Datagen is one of dozens of companies worldwide developing synthetic data, which has been billed as something of an elixir for AI and biometrics researchers, developers, vendors and buyers trying to dig the bias and privacy landmines out of algorithms trained on real data.
Scale Ventures Partners, a new investor in the company, led the round and now has a seat on its board. Nvidia AI Director Gal Chechik participated as did computer scientists Trevor Darrell and Michael Black.
Also throwing in were Viola Ventures’ growth practice, Spider Capital and TLV Partners. A year ago, Datagen raised a $18.5 million series A round.
The four-year-old company (considered part of the computer vision sector) has recorded less than $10 million in revenue, according to reporting by Ctech. Its specialty is photorealistic visual simulations and recreations, including objects. Human motion is a particular focus.
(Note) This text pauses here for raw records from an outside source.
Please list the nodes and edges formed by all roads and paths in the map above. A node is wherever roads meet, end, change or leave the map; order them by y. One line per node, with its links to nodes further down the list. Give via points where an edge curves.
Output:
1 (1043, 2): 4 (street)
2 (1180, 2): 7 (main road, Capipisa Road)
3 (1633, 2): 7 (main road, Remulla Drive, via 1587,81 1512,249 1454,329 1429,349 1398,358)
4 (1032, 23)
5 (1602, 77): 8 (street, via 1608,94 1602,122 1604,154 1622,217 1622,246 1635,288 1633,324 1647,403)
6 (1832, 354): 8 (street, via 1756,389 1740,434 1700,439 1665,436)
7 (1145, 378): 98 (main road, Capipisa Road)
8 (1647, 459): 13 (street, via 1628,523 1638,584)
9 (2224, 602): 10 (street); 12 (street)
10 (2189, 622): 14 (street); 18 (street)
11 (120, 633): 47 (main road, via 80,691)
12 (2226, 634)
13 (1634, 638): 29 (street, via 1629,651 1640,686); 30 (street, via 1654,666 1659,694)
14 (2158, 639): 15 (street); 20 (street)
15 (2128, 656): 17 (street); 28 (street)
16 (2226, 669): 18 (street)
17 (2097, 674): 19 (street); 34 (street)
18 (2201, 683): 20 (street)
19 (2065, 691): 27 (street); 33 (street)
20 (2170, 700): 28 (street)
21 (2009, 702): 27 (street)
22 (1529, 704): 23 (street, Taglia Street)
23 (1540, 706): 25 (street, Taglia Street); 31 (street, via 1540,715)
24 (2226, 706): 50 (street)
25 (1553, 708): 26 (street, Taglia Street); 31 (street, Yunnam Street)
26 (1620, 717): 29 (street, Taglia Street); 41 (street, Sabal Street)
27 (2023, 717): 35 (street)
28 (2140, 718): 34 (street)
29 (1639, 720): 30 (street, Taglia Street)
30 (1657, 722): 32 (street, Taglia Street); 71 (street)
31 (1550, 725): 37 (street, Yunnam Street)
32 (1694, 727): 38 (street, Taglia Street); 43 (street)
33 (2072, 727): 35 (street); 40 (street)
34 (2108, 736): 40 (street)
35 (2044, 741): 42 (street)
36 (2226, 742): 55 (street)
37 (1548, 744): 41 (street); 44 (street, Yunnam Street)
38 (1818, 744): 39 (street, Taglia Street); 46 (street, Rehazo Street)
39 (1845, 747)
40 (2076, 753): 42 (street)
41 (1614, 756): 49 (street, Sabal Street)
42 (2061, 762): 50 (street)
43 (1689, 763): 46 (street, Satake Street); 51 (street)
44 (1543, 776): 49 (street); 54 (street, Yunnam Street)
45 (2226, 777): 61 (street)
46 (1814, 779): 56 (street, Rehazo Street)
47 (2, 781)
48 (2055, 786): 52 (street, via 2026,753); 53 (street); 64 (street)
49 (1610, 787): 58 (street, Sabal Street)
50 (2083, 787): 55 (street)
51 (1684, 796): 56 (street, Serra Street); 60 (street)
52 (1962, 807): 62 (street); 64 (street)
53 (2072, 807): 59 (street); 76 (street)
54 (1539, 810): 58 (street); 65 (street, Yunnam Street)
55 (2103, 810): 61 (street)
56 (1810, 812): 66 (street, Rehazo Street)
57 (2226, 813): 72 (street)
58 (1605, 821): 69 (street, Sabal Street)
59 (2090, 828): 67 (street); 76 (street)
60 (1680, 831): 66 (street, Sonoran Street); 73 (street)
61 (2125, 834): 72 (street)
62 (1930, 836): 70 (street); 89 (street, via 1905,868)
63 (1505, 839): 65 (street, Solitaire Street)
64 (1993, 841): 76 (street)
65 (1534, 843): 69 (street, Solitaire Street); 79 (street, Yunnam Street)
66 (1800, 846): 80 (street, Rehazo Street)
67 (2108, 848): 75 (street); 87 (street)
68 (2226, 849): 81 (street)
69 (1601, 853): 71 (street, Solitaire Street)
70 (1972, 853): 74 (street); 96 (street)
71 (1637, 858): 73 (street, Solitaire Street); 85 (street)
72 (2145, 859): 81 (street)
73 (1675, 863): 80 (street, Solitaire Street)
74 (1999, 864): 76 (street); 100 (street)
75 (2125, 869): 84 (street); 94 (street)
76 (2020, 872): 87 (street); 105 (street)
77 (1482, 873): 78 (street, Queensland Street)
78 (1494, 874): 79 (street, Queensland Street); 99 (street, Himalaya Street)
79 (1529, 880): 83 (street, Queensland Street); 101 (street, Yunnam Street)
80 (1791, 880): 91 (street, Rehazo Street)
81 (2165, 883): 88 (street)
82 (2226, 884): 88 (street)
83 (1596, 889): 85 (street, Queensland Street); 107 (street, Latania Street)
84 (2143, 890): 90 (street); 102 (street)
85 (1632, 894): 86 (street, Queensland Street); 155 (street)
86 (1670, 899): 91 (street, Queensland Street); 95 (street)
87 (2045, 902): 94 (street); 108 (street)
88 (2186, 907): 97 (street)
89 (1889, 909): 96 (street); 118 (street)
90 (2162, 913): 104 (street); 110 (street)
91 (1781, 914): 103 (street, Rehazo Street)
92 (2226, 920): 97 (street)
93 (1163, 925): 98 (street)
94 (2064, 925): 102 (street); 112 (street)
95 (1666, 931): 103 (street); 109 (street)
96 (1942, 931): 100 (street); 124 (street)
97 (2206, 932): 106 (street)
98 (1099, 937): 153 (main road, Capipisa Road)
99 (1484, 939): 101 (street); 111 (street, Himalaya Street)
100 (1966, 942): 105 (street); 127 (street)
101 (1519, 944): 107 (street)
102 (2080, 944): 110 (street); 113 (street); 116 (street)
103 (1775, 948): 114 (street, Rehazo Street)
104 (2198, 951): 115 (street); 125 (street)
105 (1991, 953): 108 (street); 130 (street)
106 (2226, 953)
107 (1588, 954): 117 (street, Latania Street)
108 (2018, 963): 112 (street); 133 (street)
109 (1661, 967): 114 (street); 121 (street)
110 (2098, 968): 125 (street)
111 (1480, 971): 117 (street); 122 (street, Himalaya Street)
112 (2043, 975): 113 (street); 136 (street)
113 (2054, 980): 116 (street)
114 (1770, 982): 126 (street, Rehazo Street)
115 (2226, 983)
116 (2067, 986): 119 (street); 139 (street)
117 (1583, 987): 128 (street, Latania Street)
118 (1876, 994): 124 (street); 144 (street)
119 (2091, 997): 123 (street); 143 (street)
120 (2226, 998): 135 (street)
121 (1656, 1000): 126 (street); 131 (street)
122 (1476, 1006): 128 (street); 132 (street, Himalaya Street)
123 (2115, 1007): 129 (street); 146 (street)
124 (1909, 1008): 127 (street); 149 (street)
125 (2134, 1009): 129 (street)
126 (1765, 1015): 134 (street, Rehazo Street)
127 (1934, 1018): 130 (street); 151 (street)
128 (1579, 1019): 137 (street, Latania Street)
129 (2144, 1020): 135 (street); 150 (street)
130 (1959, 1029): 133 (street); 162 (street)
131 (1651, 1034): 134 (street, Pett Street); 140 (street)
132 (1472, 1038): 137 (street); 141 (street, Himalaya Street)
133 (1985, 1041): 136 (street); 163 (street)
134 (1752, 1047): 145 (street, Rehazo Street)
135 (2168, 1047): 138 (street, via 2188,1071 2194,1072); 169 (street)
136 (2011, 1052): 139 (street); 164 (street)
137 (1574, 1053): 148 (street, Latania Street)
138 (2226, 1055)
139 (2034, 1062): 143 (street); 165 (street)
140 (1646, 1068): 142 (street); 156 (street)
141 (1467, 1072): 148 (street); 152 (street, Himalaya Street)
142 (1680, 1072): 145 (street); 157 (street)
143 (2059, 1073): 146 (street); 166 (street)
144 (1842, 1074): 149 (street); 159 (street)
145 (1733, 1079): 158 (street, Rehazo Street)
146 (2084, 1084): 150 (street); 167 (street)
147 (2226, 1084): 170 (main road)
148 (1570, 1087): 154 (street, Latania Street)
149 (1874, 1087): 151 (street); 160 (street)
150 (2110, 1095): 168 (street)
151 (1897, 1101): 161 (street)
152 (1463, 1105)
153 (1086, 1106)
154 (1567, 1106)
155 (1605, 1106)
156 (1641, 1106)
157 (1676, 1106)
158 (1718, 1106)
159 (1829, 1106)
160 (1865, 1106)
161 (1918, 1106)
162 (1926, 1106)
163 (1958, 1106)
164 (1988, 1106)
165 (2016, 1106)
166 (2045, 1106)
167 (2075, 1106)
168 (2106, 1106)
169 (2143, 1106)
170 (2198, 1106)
Typically, an AI developer would train an algorithm and tinker with it to get the desired results. Datagen executives have said that that is not a best practice, particularly when new synthetic data can be created.
If the training data is comprised of biometric and other identifiers for actual individuals in a population, developers are constrained by the biometric and demographic makeup of the real data.
But if the training data is wholly created or only based on individuals within a desired human population, the components of that data set can be rejiggered with a keyboard. The hope is that this will reduce at least unintentional bias.
Plus, everyone using synthetic data enjoys life without fear of sub-optimally anonymized headaches popping up in the future.
Not everyone sees the same rosy picture, of course. An article about synthetic data and Datagen last year in MIT Technology Review quoted AI-industry insiders saying hazards exist.
In fact, the story called out the possibility that Datagen’s raw data “contains proportionally fewer ethnic minorities.”
And, addressing the young industry generally, cold water was poured on the idea that perfectly balanced data sets necessarily create pristinely fair algorithms.
Clearly there are money people who are not deterred by icy baths.
Investment publisher Nanalyze has written that Datagen is focusing right now on retail, robotics, car automation, Internet of Things and virtual reality. And it has published a graphic listing the many startups treading these waters.